Menteri Koordinator Bidang Perekonomian Airlangga Hartarto menegaskan, deflasi selama lima bulan beruntun hingga September 2024, bukan pertanda pelemahan daya beli masyarakat. Itu karena inflasi inti Indonesia masih tercatat sebesar 0,16 persen secara bulanan alias month to month (mtm) dengan andil inflasi sebesar 0,10 persen.
"Kalau core inflation itu yang menentukan deflasi atau tidak deflasi. Kalau dari segi ini, bukan deflasi (yang disebabkan pelemahan daya beli)," ujar Airlangga kepada wartawan di Kantor Kemenko Perekonomian, Rabu (2/10/2024).
2. Deflasi didukung suksesnya TPIP dan TPID

Airlangga menyebut, penyebab deflasi ini dikarenakan kinerja sukses yang dilakukan oleh TPIP dan TPID dalam mengendalikan harga.
"Yang turun adalah volatile food, itu yang dikerjakan oleh TPIP/TPID. Kenapa volatile food dikejar? Karena kalau harga pangan terjangkau daya beli akan meningkat," ucapnya.
3. Deflasi September capai 0,12 persen

Badan Pusat Statistik (BPS) mencatat pada September 2024 terjadi deflasi bulanan sebesar 0,12 persen. Terjadi penurunan indeks harga konsumen (IHK) dari 106,06 pada Agustus 2024 menjadi 105,93 pada September 2024. Deflasi September 2024 terlihat lebih dalam dibandingkan Agustus 2024.

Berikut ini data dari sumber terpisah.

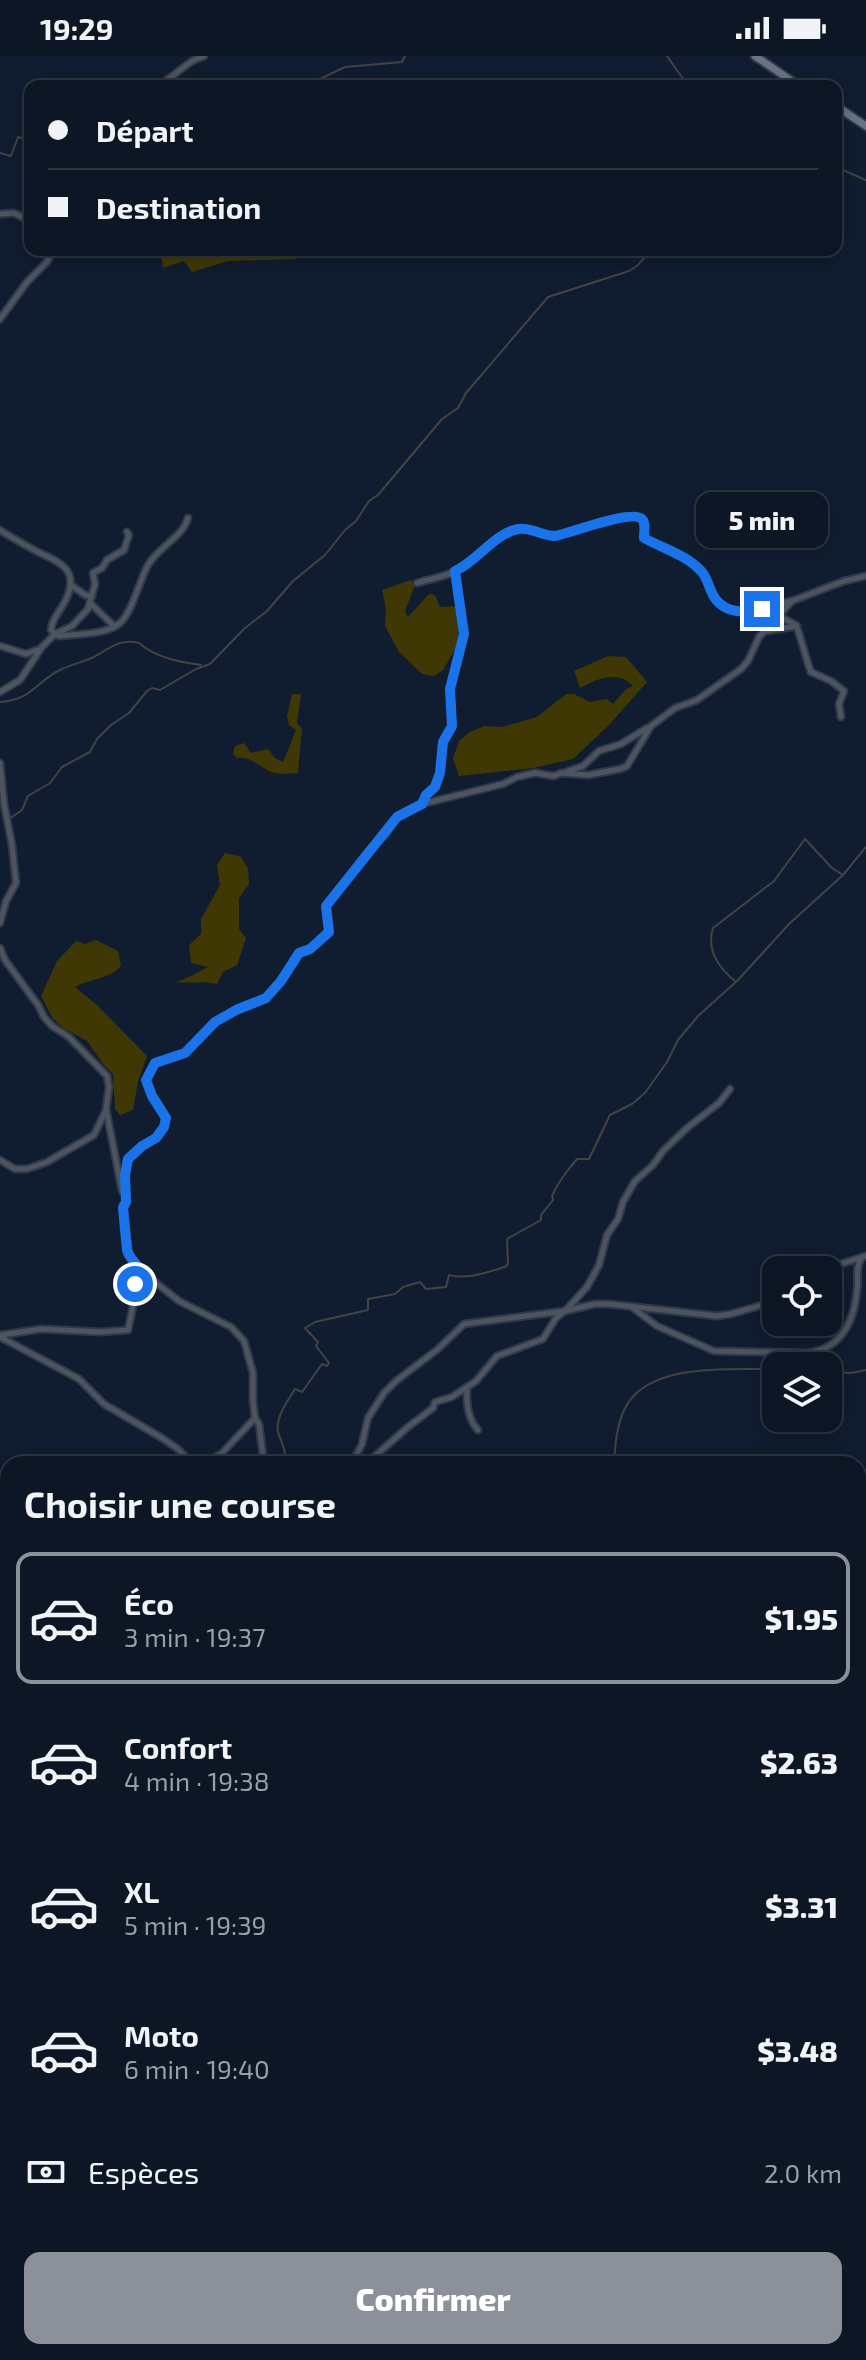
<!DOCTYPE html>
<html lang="fr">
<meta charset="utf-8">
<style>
:root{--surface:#0c1624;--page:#1a2331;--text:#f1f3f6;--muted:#9a9fa6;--line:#2c3541;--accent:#8c9099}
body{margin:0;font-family:"Exo 2",sans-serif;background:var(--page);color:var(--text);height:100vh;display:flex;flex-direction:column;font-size:30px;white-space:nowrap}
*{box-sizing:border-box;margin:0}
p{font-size:26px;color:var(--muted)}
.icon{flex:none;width:44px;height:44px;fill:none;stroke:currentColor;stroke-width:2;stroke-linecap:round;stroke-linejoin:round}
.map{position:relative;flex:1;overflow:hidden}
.details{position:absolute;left:0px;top:1400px;width:866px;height:904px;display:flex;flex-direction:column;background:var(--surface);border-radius:24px 24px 0 0;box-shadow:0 4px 20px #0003,0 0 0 2px var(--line)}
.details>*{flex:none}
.banner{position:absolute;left:24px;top:24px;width:818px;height:176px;border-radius:16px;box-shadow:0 4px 20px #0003,0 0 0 2px var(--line);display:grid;align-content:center;height:176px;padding:0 24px;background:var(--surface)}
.tools{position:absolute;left:762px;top:1200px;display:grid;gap:16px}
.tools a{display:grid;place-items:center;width:80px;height:80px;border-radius:16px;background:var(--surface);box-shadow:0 4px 20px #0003,0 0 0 2px var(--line);font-size:40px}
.end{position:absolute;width:36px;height:36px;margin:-18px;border:10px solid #1a73e8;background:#fff;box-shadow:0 0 0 4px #fff}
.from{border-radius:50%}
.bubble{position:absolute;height:56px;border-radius:16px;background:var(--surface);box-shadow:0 4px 20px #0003,0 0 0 2px var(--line);font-size:26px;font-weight:800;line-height:56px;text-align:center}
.banner b{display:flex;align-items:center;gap:28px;height:76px;font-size:30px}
.banner b+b{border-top:2px solid var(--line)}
.banner i{width:20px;height:20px;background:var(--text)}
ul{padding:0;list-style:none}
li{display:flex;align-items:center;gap:24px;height:132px;margin:0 16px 12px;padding:0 8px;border:4px solid transparent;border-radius:16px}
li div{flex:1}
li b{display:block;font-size:30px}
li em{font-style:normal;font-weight:800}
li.selected{border-color:var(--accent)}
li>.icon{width:72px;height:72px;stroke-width:1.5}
h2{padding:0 24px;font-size:36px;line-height:96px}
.pay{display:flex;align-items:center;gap:20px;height:88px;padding:0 24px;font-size:30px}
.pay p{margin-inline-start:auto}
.primary-button{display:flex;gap:16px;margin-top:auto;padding:16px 24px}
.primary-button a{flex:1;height:92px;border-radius:16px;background:var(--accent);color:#fff;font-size:32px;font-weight:800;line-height:92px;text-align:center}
.status{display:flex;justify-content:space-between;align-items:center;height:56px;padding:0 40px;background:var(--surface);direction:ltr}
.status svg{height:22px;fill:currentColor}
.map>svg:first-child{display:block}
</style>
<div class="status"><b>19:29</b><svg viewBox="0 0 49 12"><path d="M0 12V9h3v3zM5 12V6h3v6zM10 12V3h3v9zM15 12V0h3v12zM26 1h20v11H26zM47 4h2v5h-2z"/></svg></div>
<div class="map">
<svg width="866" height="2304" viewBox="0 0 866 2304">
<rect width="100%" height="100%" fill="#101d30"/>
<g fill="#3f3805">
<path d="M160,194H302L295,203L228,205L192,216L184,205L163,212Z"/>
<path d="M411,524L415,529L405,555L408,561L429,538L435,539L440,551L459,550L458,588L443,614L434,620L422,618L399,596L385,570L386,552L382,534Z"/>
<path d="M608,600L626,601L647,626L609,669L573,703L533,712L459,720L453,702L459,685L470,676L485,670L502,671L537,661L566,638H574L590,646L607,643L613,648L626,633L633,630C618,614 598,622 580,632L574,615Z"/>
<path d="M292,638H301L297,667L302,673L298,717C288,718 278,719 269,715C256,708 252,701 237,702L233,698L235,690L244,687L251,697L268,693L275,702L283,706L296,674L289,669L287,660Z"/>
<path d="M225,797L240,800L248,812L249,828L239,842V873L246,882L237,909L223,916L217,928C202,924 190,928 175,926L187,922L208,911L191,907L189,889L201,878V863L220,829L217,809Z"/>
<path d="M96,884L118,895L121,910C110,923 89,923 75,931L97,949L147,1000L138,1026L133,1054L120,1059L115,1053L113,1018L103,1008L87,985L65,973L53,963L41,940L57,905L76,885L85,888Z"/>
<path d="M858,2191L866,2198V2304H583L585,2296H858Z"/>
<path d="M262,2296H472L474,2304H269L261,2300Z"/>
</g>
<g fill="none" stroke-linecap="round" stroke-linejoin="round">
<g stroke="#434343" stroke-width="2">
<path d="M667,0L688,30"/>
<path d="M769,13L790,28"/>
<path d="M305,30L345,11L402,6L405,0"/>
<path d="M836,71L843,58"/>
<path d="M0,97L11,100L18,81L30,85"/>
<path d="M836,111L866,124"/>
<path d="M0,646C33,644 37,624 62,613C71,609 82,606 92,602C109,593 119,582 139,587C156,602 180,606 201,609"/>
<path d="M9,763L22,754L28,740L50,727L62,711L90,696L97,683L111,669L129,657L147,635L152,632L160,634L196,613L210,608L245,572L267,555L293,525L325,499L345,474L356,465L369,445L378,439L442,363L458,352L466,337L548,241L629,215L637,210L651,194"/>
<path d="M735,925C718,911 706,894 713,872L774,825L805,783L832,812L843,819"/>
<path d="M828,1316L851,1317L866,1314"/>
<path d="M284,1408C287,1394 282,1389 278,1376C275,1362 288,1344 295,1333L302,1336L322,1308L327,1310L329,1307L316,1290L318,1286L305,1272L315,1266L368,1254V1243L395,1238L403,1231L420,1226L426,1233L446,1231L449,1219C467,1224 488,1216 505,1211L508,1208L507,1183L541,1164V1159L553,1144L552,1140C558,1126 567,1115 577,1103H589L610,1059L632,1048L645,1037L667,1006L678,984L698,960L738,924L789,868L843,819L866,791"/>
<path d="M614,1408C615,1388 617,1364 628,1347C655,1306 734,1314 776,1313"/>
<path d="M0,1530L8,1525"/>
<path d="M858,2163L866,2162"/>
<path d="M625,2304L628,2296"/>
</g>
<defs>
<g id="street">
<path d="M159,30L192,5L204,0"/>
<path d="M0,158L14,157L30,165"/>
<path d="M53,194H75"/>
<path d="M0,263L27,226L47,206L53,194"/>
<path d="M0,474C12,482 25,489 38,496C59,506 79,513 67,541C62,554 52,561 51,574L55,578"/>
<path d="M417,527C432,522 446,521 460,513C480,502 495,478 518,473C531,471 542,480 555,480C570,477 632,453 642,463C646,467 644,476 644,482C662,492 685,499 700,513C708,521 708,532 714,541C733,567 766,551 791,545"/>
<path d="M71,529L85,539L92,540"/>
<path d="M90,547L114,570"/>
<path d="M779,560L796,569C802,584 805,601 811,616L831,625L844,635L839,648L841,661"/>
<path d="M766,575L797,570"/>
<path d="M56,578L59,580C77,578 106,579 120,567C132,557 140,523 148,509C158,491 183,481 188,462"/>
<path d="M0,590L26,598L37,594"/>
<path d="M0,636L20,624L42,591L55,578L72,570L88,553L95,528L93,517L102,512L107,504L124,494L129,479L127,476"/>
<path d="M0,707L4,748L12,789L16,827L6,845L0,867"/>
<path d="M566,716L583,710L599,695L621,688L647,672"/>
<path d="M423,746L426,739L435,731L440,717L443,686L452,670L450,633L464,578L455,515"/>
<path d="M0,892L5,904L38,949L44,961L52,970L69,981L107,1020L109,1031L106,1053L122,1135"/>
<path d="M0,1104L15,1113H27L47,1106L94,1079L106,1054"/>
<path d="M123,1149L129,1200L155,1226L179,1245L231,1271L244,1285L253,1317V1346L255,1362L259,1368L264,1408"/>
<path d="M123,1152L126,1146L125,1119L128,1103L142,1090L156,1082L164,1071L166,1062L152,1040L146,1024L155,1007L185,997L215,966L236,954L266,942L281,925L299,897L310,893L329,876L326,850L372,791L385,779L397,761L422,748L503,728L517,721L535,717L554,720L561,717L588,719L620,713L627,710L651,670L675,652L697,644L741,613L748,605L759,581L792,545L844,525L866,520"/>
<path d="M822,1214L866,1200"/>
<path d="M633,1252L657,1270L714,1295L807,1297C841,1293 854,1266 857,1234C859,1224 855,1212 861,1203"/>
<path d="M1,1279L41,1273L101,1276L128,1274L134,1245V1230L141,1222L140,1212"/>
<path d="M0,1281L79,1323L104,1348L162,1382L178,1393L192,1408"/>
<path d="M467,1332C466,1347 468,1363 478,1374"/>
<path d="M205,1408L222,1397L255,1362"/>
<path d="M347,1408L356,1400L362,1388L368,1362L384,1337L396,1325L438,1293L464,1268L565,1255L587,1231L599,1209L607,1179L618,1163L623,1146L635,1125L653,1109L663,1095L687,1072L719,1047L730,1033"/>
<path d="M366,1408L408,1371L433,1352L435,1346L452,1341L476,1325L497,1300L543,1283L556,1262L565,1255L595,1248H609L717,1260L731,1258L776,1245"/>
<path d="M0,1685L8,1680"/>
<path d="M0,1759L8,1764"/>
<path d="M858,1914L866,1880"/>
<path d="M858,1981L866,1984"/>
<path d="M858,2083L866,2084"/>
<path d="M0,2137H8"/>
</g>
<g id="secondary">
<path d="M755,0L799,30"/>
<path d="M836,50L866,70"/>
</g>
</defs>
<use href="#street" stroke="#2e3a4c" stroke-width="9"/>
<use href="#secondary" stroke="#2e3a4c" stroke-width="11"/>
<use href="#street" stroke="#4d545e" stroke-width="5"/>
<use href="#secondary" stroke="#687383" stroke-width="7"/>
</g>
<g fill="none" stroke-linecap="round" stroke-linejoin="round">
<path stroke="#1a73e8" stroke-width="10" d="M135,1228L142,1220C139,1209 130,1204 127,1194L123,1152L126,1146L125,1119L128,1103L142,1090L156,1082L164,1071L166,1062L152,1040L146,1024L155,1007L185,997L215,966L236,954L266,942L281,925L299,897L310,893L329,876L326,850L397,761L422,748L426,739L435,731L440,717L443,686L452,670L450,633L464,578L455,515C478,505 493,478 518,473C531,471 543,480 555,480C571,477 632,453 642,463C646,467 644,476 644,482C662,492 686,499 700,514C707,520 708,529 712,537C721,557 743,558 762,553"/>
</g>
</svg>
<div class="tools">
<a><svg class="icon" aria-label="locate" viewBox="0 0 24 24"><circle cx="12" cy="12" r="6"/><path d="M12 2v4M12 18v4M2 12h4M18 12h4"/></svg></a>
<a><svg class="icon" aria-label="layers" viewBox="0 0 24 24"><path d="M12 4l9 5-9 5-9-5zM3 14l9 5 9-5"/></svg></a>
</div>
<i class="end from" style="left:135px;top:1228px"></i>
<i class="end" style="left:762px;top:553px"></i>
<div class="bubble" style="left:696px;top:436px;width:132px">5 min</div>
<div class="banner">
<b><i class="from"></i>Départ</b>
<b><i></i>Destination</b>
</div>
<section class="details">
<h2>Choisir une course</h2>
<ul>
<li class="selected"><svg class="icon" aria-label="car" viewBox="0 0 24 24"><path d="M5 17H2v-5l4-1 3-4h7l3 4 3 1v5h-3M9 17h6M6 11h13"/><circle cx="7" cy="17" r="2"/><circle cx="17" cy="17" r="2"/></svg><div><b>Éco</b><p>3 min · 19:37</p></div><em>$1.95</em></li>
<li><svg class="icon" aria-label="car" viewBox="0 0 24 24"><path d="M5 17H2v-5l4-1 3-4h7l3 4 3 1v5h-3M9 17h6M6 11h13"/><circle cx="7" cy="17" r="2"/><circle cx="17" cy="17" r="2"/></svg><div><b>Confort</b><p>4 min · 19:38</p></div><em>$2.63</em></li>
<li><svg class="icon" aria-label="car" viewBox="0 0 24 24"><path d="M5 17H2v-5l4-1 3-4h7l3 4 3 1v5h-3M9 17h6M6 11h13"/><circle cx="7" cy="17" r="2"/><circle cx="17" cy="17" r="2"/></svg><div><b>XL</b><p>5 min · 19:39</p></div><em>$3.31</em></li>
<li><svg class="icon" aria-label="car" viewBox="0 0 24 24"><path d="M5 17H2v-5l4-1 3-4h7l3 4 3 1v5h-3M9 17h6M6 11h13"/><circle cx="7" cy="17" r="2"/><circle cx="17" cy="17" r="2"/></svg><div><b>Moto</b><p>6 min · 19:40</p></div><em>$3.48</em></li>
</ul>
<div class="pay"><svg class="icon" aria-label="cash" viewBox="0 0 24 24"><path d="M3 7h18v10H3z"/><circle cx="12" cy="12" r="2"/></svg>Espèces<p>2.0 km</p></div>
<div class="primary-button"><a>Confirmer</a></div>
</section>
</div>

"Jika dilihat dari sebaran inflasi bulanan menurut wilayah, 24 dari 38 provinsi Indonesia mengalami deflasi. Sedangkan 14 lainnya mengalami inflasi,” ucap Plt Kepala BPS, Amalia Widyasanti.
Dilihat dari 38 provinsi, BPS melaporkan deflasi terdalam terjadi di Papua Barat, yakni sebesar 0,92 persen. Namun, dari 14 provinsi yang mengalami inflasi, tertinggi di Maluku Utara.
"Deflasi terdalam sebesar 0,92 persen terjadi di Papua Barat. Sementara itu, inflasi tertinggi terjadi di Maluku Utara sebesar 0,56 persen,” tutur dia.